[[ Data for this exercise open ]]

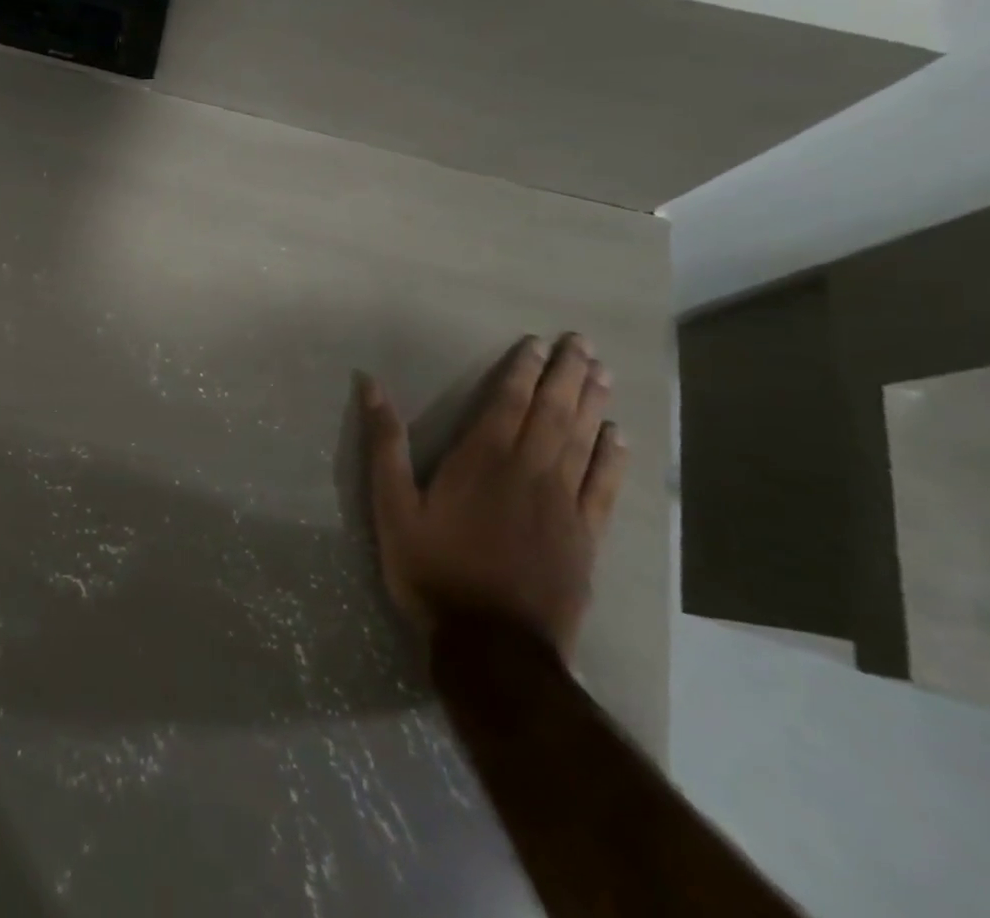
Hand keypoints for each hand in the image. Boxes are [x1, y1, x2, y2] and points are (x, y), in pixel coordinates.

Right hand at [362, 334, 627, 659]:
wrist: (493, 646)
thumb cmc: (433, 569)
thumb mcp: (392, 506)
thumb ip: (384, 444)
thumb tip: (370, 386)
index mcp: (482, 459)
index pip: (508, 402)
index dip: (523, 370)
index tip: (537, 343)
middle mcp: (529, 471)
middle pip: (553, 412)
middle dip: (567, 375)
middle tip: (583, 342)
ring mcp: (563, 504)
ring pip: (583, 441)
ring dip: (593, 404)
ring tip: (602, 372)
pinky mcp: (584, 537)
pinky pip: (603, 486)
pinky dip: (612, 458)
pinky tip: (619, 437)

[[ Data for this exercise closed ]]

Your assignment: If a line of the records holds the word "middle", count it; report only the total.

Solution: 4